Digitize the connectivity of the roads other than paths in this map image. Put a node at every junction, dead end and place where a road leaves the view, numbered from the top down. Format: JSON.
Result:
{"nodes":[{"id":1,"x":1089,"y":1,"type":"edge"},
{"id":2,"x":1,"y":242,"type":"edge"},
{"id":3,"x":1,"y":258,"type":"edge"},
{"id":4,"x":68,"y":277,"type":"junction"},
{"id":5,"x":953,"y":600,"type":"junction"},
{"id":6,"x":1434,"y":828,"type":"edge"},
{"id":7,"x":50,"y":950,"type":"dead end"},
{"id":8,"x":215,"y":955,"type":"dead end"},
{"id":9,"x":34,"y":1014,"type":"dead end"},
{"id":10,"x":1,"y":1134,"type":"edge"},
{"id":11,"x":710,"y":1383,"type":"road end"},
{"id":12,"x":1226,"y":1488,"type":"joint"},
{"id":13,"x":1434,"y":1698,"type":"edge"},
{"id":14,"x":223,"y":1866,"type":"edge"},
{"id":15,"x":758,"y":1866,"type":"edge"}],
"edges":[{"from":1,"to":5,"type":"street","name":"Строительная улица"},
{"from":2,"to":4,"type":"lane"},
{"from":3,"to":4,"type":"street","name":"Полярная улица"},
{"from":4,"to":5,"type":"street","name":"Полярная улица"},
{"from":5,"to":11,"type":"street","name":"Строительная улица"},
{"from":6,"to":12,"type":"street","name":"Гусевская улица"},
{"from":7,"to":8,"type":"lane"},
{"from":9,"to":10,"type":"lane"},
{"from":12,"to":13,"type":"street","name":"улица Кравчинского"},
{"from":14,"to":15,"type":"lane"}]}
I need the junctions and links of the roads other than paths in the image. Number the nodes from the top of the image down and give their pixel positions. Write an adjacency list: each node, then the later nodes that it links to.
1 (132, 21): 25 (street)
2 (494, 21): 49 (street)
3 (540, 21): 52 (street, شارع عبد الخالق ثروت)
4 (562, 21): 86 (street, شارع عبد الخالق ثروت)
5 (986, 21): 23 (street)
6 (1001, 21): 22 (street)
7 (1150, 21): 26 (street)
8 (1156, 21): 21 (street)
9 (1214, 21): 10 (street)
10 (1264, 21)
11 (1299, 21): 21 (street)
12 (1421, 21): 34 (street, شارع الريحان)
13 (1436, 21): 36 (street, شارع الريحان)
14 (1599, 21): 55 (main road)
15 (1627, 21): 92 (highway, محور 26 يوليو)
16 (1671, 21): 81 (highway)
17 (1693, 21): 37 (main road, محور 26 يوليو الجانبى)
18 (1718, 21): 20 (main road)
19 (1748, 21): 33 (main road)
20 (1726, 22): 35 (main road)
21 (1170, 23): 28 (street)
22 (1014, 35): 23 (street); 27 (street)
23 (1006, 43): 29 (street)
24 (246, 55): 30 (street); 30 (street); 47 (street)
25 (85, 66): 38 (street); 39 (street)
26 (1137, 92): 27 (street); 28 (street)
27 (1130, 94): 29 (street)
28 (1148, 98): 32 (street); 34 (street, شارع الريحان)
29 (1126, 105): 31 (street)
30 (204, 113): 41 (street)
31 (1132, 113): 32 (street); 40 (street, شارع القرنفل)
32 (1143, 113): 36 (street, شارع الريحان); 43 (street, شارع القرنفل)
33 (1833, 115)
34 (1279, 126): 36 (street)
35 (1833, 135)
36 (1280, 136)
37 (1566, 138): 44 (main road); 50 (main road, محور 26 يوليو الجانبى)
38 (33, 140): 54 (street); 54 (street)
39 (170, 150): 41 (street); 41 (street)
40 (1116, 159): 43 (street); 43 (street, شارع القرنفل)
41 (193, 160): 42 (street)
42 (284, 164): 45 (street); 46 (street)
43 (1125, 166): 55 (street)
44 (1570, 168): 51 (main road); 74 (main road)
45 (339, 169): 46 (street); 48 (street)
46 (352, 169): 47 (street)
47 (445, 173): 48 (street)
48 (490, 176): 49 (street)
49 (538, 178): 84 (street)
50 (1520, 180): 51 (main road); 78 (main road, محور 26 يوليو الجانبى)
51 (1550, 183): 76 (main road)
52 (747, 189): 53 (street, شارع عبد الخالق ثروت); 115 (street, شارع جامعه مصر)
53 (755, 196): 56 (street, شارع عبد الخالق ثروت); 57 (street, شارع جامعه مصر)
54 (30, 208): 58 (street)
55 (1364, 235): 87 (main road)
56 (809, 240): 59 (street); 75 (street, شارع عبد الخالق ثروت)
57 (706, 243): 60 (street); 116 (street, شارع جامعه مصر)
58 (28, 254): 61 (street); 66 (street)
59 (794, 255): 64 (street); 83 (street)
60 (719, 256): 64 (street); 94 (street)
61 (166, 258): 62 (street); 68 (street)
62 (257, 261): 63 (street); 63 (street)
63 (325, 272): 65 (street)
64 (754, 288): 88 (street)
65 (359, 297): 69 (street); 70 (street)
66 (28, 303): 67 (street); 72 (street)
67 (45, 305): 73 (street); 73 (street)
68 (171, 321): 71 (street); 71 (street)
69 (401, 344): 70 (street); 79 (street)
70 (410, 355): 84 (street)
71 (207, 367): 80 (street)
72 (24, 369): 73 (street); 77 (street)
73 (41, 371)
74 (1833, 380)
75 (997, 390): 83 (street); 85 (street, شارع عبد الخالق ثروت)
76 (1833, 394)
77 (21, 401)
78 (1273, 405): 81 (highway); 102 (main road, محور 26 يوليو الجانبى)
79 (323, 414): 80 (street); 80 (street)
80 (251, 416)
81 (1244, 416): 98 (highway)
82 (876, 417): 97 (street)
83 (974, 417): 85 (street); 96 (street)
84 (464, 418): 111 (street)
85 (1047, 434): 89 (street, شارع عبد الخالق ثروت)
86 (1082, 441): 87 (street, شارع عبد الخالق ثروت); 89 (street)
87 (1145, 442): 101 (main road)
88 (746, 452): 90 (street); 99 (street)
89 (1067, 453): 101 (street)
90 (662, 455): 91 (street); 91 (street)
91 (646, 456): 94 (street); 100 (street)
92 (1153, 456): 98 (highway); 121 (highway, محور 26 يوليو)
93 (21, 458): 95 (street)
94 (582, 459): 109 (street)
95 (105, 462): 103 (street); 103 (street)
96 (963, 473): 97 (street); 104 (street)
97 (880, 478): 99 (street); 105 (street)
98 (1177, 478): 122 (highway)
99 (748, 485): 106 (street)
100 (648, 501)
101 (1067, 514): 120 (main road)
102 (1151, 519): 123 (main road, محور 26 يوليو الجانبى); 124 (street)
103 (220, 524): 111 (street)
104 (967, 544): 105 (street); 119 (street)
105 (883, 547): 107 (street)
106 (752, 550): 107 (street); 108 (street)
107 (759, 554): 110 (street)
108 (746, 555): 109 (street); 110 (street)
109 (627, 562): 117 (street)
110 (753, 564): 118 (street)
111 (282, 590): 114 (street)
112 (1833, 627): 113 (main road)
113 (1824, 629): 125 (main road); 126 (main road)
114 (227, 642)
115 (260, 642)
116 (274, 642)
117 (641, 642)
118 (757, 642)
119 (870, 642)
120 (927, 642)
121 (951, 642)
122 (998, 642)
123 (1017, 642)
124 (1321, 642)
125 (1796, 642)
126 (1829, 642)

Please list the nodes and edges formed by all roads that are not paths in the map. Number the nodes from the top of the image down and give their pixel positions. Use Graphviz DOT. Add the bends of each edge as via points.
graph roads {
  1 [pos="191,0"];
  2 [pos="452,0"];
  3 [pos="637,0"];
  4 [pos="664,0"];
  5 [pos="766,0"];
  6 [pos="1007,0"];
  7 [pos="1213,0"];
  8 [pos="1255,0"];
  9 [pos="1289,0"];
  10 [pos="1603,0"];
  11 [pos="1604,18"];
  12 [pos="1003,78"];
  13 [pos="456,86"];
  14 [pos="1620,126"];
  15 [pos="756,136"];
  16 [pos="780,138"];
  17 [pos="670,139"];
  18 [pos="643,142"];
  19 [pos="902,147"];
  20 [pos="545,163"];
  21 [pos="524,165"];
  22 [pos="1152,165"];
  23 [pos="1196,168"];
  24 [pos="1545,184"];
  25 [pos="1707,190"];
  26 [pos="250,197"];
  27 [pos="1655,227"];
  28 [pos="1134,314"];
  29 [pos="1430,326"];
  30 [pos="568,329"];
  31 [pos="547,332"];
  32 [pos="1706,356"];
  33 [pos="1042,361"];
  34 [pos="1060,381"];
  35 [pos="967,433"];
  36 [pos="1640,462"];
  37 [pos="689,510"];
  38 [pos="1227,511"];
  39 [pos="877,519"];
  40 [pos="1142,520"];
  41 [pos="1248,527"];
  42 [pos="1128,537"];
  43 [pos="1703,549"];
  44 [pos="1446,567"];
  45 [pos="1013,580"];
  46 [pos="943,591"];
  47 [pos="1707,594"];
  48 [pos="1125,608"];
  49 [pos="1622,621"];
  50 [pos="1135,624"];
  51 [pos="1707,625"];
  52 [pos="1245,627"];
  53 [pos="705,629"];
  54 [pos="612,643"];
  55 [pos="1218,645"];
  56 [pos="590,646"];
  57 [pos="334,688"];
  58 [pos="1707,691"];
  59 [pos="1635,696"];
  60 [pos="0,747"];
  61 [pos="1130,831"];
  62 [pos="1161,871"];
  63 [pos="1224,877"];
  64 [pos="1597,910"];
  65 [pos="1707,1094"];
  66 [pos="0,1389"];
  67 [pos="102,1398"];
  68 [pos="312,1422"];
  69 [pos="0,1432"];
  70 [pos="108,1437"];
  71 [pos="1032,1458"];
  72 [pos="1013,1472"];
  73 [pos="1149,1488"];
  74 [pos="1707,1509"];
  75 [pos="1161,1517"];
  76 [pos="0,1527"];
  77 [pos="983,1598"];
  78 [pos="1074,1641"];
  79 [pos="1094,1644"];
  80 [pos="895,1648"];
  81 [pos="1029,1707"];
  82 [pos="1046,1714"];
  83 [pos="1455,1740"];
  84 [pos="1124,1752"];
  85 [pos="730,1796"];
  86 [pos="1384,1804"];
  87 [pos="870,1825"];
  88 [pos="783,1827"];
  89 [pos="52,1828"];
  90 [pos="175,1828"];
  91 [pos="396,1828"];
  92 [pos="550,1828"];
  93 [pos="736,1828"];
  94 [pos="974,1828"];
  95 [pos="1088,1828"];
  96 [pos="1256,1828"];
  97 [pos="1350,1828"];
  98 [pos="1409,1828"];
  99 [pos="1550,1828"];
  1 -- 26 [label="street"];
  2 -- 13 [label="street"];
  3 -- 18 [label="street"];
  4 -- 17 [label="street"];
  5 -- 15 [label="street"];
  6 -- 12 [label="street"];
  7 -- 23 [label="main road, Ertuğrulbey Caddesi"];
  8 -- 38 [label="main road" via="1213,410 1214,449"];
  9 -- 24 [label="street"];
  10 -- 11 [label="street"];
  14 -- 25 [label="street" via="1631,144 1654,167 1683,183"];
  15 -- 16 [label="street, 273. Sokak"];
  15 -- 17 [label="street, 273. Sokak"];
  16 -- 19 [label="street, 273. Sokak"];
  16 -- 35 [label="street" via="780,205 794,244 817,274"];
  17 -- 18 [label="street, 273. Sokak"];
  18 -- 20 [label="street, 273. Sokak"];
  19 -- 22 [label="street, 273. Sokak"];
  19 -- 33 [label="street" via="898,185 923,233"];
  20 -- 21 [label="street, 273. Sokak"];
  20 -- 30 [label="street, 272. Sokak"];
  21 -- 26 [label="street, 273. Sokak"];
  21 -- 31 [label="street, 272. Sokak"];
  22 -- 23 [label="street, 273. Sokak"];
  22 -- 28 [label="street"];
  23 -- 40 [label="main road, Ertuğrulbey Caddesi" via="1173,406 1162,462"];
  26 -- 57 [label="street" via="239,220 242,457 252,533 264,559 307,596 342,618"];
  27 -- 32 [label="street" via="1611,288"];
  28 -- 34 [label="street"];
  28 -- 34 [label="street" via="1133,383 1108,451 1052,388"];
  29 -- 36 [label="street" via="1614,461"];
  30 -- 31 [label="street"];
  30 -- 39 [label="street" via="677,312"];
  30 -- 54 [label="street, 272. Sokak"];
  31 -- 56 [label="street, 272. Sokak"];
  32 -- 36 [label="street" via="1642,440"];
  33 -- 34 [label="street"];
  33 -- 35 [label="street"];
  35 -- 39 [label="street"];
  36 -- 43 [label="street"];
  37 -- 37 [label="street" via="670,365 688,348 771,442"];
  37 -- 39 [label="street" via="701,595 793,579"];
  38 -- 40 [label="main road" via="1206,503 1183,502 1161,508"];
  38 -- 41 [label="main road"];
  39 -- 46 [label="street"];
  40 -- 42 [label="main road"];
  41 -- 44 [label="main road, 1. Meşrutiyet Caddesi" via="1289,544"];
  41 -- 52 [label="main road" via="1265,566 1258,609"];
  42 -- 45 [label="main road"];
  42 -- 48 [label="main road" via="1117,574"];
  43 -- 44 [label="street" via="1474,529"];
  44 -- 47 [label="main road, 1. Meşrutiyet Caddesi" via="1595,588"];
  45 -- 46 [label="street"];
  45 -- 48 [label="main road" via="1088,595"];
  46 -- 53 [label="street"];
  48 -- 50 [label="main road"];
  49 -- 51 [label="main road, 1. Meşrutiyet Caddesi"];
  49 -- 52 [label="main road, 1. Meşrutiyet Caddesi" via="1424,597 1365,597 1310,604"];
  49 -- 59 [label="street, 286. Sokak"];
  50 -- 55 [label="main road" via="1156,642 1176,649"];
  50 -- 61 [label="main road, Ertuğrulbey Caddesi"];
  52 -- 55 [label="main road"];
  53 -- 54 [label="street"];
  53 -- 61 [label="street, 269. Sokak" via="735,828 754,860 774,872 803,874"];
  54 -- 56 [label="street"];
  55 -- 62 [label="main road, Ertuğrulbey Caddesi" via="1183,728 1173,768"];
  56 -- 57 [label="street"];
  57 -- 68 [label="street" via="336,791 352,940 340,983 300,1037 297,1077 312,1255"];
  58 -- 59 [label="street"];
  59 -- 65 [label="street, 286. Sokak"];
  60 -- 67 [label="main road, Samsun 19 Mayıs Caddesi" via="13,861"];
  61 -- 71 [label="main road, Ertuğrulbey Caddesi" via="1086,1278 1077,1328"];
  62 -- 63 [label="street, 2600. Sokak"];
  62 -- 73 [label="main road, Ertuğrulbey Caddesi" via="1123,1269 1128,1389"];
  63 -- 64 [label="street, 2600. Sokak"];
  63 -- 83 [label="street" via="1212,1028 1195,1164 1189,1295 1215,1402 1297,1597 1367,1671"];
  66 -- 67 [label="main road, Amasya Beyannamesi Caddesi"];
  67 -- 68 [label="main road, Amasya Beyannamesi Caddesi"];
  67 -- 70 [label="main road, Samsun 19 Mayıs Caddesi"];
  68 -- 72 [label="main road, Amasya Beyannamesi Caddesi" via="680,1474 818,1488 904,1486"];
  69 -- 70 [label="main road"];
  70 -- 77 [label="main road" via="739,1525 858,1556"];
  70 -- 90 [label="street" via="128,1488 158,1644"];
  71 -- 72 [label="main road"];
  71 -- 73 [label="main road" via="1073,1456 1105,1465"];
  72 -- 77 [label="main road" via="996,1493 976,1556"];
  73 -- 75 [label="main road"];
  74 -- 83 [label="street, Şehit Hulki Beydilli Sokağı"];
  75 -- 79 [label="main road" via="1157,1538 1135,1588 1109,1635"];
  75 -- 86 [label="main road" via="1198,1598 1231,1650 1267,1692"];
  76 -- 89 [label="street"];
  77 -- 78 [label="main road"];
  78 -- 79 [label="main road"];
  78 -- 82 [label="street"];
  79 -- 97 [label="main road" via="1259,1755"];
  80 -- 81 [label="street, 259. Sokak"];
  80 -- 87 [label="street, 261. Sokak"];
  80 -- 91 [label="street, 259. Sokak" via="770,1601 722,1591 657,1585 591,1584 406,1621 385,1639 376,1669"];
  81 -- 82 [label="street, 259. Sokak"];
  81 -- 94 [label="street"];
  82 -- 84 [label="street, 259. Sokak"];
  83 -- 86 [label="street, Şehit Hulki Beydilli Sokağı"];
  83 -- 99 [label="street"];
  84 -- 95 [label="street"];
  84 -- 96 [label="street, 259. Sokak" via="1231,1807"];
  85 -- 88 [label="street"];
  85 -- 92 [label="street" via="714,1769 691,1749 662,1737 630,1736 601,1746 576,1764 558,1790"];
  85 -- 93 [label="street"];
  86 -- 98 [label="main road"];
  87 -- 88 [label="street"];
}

◆ Directions for this task:
Check all the records above and select each line where the string "roads" is found.

◆ Task result:
Digitize the connectivity of the roads other than paths in this map image. Put a node at every junction, dead end and place where a road leaves the view, numbered from the top down. Format: JSON.
I need the junctions and links of the roads other than paths in the image. Number the nodes from the top of the image down and give their pixel positions. Write an adjacency list: each node, then the later nodes that it links to.
Please list the nodes and edges formed by all roads that are not paths in the map. Number the nodes from the top of the image down and give their pixel positions. Use Graphviz DOT. Add the bends of each edge as via points.
graph roads {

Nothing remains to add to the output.